Visibility metrics in the news media – a few observations

Before I present and briefly discuss the data, let me clarify a few notions.

By metric, I mean "some abstraction that can be
measured." What you weight is a simple metric. How happy you are is
not. In this post we deal with a simple metric — how visible is a
concept (say… football) in the news media.

By measure I mean applying an instrument to a metric. Up on a
scale and we can make a reading of how much you weight. In this post,
the instruments are news search engines. 

By index I mean an aggregate of measures. The main purpose of
an index is to yield a more reliable figure. In this post I report on
the following news engines : {Ask, AllTheWeb, Bloglines, Google, Factiva, Live, Topix and Yahoo!}

By reliable I mean that an instrument produces consistent
estimates of a metric for a specific concept, i.e. if you take the
measure twice, you should get the same value.

By robust I mean that an index is designed in such a way as to appropriately discount bogus values. More about this in a future post.

To follow on the sports example I introduced a couple of posts back, Table 1
shows the number of results returned by each news search engine for 5
sports. Whenever possible, the search specified a single day (October
1st), but no region nor language restriction.

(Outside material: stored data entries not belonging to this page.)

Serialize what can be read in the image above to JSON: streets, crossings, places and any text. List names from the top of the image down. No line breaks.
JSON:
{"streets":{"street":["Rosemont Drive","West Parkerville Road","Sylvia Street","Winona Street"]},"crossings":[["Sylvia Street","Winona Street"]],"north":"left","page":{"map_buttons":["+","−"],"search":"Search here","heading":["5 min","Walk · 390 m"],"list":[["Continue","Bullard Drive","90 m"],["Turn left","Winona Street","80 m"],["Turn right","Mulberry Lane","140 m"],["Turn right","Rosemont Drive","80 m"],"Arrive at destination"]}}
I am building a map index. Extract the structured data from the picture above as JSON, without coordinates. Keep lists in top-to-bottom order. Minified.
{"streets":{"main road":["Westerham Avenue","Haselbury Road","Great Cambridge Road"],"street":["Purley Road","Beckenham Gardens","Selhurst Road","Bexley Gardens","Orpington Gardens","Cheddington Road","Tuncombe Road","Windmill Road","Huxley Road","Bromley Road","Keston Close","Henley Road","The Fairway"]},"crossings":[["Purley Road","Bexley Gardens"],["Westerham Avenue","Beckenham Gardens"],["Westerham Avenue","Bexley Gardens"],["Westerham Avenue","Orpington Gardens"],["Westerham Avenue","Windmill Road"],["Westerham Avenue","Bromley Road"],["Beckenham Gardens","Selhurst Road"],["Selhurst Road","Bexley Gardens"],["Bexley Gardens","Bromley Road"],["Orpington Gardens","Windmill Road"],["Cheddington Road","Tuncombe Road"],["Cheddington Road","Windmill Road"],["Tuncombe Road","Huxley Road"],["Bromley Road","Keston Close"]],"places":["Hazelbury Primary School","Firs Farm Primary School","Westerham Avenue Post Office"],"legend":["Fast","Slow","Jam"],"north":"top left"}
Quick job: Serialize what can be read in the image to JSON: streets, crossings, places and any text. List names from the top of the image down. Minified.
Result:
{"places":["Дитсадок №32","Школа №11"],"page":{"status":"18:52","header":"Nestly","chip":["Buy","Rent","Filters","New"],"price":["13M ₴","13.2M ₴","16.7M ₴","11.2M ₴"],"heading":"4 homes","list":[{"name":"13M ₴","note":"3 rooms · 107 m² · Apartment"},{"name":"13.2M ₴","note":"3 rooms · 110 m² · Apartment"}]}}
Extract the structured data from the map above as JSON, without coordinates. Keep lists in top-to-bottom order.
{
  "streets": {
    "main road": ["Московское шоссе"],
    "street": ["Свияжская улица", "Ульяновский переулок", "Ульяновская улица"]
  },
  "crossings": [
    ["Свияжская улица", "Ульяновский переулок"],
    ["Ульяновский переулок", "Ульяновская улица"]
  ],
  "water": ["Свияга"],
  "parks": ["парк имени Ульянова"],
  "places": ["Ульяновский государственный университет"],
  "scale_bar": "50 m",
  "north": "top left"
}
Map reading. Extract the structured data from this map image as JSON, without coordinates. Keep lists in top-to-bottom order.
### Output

Two observations should be made. First, there are fairly large
differences across engines. Not considering Ask, Live nor Topix’s
figures (see notes (1) and (3)), counts range from a low of 2,293 news
items to a high of 6,740 news items for football. Second, all engines
produce consistent estimates — on successive requests, counts returned
by an engine will generally not vary by much.

Consistent yet different counts need not be a matter of concern if
counts vary merely by some fixed proportion (i.e. Yahoo! always
returning more items than Factiva). If it were not the case (i.e.
sometimes, Yahoo! claims more items, sometimes Factiva does), then
there would be a problem. To answer this, we must correlate instruments
(the search engines) across concepts (the sports).

Table 2 shows how results correlate across news search
engines. We can readily see that Ask and Live are poor indicators in
our example, because counts have reached their ceilings, therefore
providing no information on relative visibility — according to Ask,
cricket is the most visible sport, dubious as all other engines but one
put it at the bottom. We can also see that Topix’s overall stock of
news items correlates as well as any other engine.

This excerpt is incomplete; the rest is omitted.